Three Minutes, Three Questions APO Maestro Steven Byess

Three Minutes, Three Questions APO Maestro Steven Byess

Love comes in all shapes and sizes, flavors and fantasies — and all of them come together every year for Valentine’s Day. According to its music director, Steven Byess, the Arkansas Philharmonic Orchestra will celebrate love Feb. 9 in “lush and romantic works” from the ballet “Spartacus”; in “The Firebird,” “the piece that catapulted Stravinsky to international fame”; and in Rachmaninoff’s Piano Concerto No. 2, which “doesn’t represent love between two people, but rather a deep love for music.”

Byess took a few minutes to answer these questions for What’s Up!

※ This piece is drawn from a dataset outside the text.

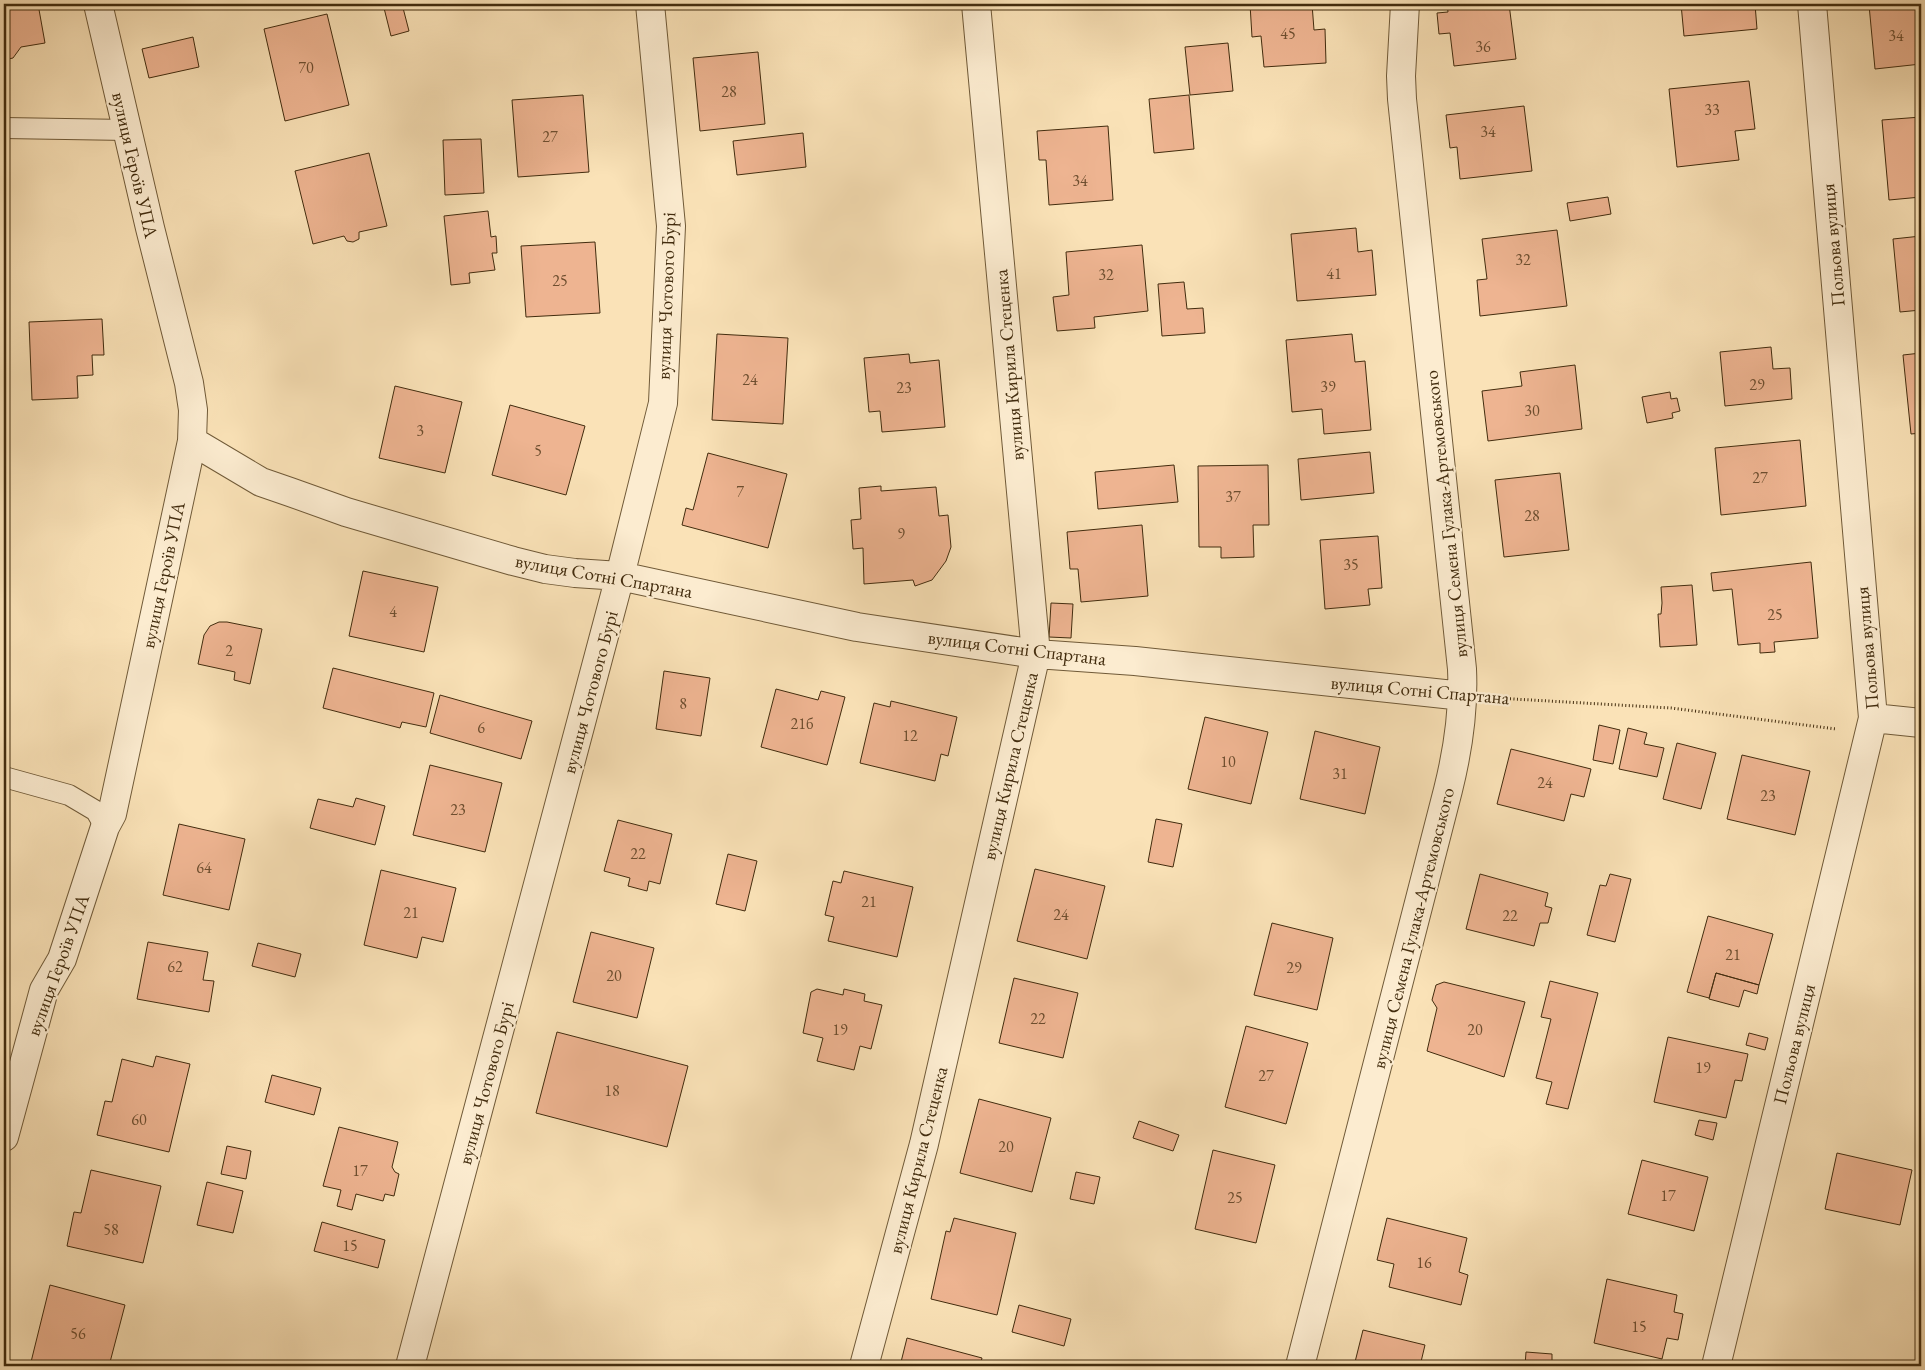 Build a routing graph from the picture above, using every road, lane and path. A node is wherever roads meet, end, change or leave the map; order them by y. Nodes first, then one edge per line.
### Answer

Q. How do these three pieces of music complement each other for a Valentine’s Day concert?

A. All three of the pieces on the APO program have strong representations of love, or aspects of love, in them.

The Khatchaturian Adagio of Spartacus and Phrygia from the ballet “Spartacus” is one of the most lush and romantic works in the orchestral repertoire. In Act I of the ballet, Spartacus and his wife Phrygia are among a group of Thracians who, after the Roman conquest of their country, are being taken to Rome to be sold into slavery. There they are separated, but Spartacus leads a rebellion that temporarily succeeds in defeating the Romans, and he is able to find Phrygia again. The Adagio has several statements of the “love” theme between the two main characters, but it is the moment that Spartacus and Phrygia are reunited that has one of the most famous passionate moments in all of music. It is helpful to know the plot, but the music is so overwhelmingly beautiful that it is immediately evident that it is a passionate love theme.

The Suite from the ballet “The Firebird” also concerns two lovers: Prince Ivan, while hunting in the forest, accidentally strays into the realm of Kotschei the Immortal King and encounters 13 beautiful princesses and falls in love with one of them. Ivan risks his life to free the princess. (He is successful!) The music for the ballet is lovely and dynamic, with some of the most exciting music of the early 20th century.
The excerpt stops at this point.